Section 120.54, Florida Statutes (1975), describes the rulemaking procedure to be followed by the agencies. Had they been granted the right to adopt their rules without other administrative or legislative action, there would be no ambiguity or confusion. But the Legislature, in emphasizing its declaration that the agencies have no inherent rulemaking authority,[5] included Sections 120.54(10), (11) and (12), Florida Statutes (1975), requiring filing of proposed rules with the legislative Administrative Procedures Committee, extensive preadoption notice, filing with the Department of State after adoption and at least twenty days before the effective date and a procedure for the legislative committee to interpose objections. The mandatory delayed effective date and the possibility that legislative objections will result in withdrawal or modification of the rule before it becomes effective raise the questions as to the date when the agency action becomes final and, therefore, subject to review.

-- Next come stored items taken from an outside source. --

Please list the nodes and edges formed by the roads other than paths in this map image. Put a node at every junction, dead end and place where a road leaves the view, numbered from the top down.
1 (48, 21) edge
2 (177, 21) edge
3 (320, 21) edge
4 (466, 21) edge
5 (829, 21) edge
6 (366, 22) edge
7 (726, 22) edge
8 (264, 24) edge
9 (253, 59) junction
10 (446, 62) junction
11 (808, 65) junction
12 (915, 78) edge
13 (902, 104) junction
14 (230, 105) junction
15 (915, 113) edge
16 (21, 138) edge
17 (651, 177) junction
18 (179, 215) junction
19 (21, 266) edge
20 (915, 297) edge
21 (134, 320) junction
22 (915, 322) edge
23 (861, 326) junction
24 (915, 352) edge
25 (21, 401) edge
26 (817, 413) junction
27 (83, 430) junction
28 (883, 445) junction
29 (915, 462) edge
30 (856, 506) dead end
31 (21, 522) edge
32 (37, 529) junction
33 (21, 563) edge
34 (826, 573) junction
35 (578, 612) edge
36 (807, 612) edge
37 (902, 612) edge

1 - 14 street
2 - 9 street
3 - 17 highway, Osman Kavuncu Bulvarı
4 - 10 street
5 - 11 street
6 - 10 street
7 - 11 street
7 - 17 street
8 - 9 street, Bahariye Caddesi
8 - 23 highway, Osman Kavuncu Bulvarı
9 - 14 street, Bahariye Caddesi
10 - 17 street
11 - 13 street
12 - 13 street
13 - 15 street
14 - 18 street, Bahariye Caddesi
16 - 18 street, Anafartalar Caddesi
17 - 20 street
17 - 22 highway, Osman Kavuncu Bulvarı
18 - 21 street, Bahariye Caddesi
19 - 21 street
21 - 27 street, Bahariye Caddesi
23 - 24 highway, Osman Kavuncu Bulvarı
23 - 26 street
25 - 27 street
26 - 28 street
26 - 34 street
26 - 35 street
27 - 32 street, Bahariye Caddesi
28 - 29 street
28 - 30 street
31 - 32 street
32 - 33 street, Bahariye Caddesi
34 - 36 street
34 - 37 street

Although in some cases the rules may be withdrawn or changed following their adoption by the agency and filing with the Department of State, we hold that the final agency action occurs when the rules are filed with the Department of State and that a petition seeking judicial review under Fla.App. Rule 4.5(c)(1) must be filed within thirty days thereafter[6] to confer jurisdiction on the court.

Rule 4.5(c)(1) provides:

"Application for writ of certiorari shall be by petition filed in the Court within 30 days from the rendition of the decision, order, judgment or decree sought to be reviewed... ."

The date of rendition contemplated by the rule is the date the rule is filed. Fla.App. Rule 1.3 so instructs us by providing:

"Rendition ... means that it has been reduced to writing, signed and made a matter of record, or if recording is not required then filed."

Agency action is final in rulemaking procedures when the rule has been adopted and filed. Nothing in Section 120.54(10), (11), (12), Florida Statutes (1975), requires the Legislature to interpose objections.[7] If legislative objections are filed, *715 they do not repeal or modify the rule, although the law requires affirmative agency reaction in order to preserve the rule which has been adopted.[8] Sub judice, there was neither legislative nor agency action after the rule was filed with the Department of State.

We acknowledge the possibility that our decision today may result in a situation in which petitions for review are filed with the District Court of Appeal before the rules to be reviewed become effective. Such premature filing will not result in adverse consequences for the litigants or the court and may not, therefore, constitute a ground for dismissal of the petition.

The time limitation of Rule 4.5(c)(1), Florida Appellate Rules, for filing a petition for review is jurisdictional and cannot be waived by the court. Shevin v. Public Service Commission, 333 So. 2d 9 (Fla. 1976); Wieczorek v. Williams, 71 So. 2d 262 (Fla. 1954); Harris v. Condermann, 113 So. 2d 235 (Fla. 3d DCA 1959). The petition in this case was not filed within the time allowed and did not, therefore, vest jurisdiction. Prohibition is the appropriate procedure.[9]

Accordingly, the writ of prohibition requested by relators is granted, and the judges of the First District Court of Appeal are prohibited from exercising jurisdiction to entertain Cases No. BB-493 and BB-494 and from carrying said cases on the docket.

It is so ordered.

OVERTON, C.J., and BOYD, ENGLAND and SUNDBERG, JJ., concur.

NOTES

[1] Riley-Field Co. v. Askew (City of North Key Largo Beach v. Askew), 336 So. 2d 383 (Fla. 1st DCA 1976).

[2] Section 120.52(2), Fla. Stat. (1975).

[3] Section 120.68(2), Fla. Stat. (1975).

[4] Yamaha Int'l Corp. v. Ehrman, 318 So. 2d 196 (Fla. 1st DCA 1975).

[5] Section 120.54(13), Fla. Stat. (1975).

[6] Cf. Dubin v. Department of Business Regulation, 252 So. 2d 290 (Fla. 1st DCA 1971).

[7] Section 120.54 was amended by the 1976 Legislature. A new Section 120.545 was added in 1976, which describes in detail the procedure for and the effect of objections by the legislative committee. These changes are not applicable to the rule here under review.

[8] ยง 120.54(10)(a), Fla. Stat. (1975).

[9] English v. McCrary, 348 So. 2d 293 (Fla. 1977), filed May 6, 1977, rehearing denied July 13, 1977.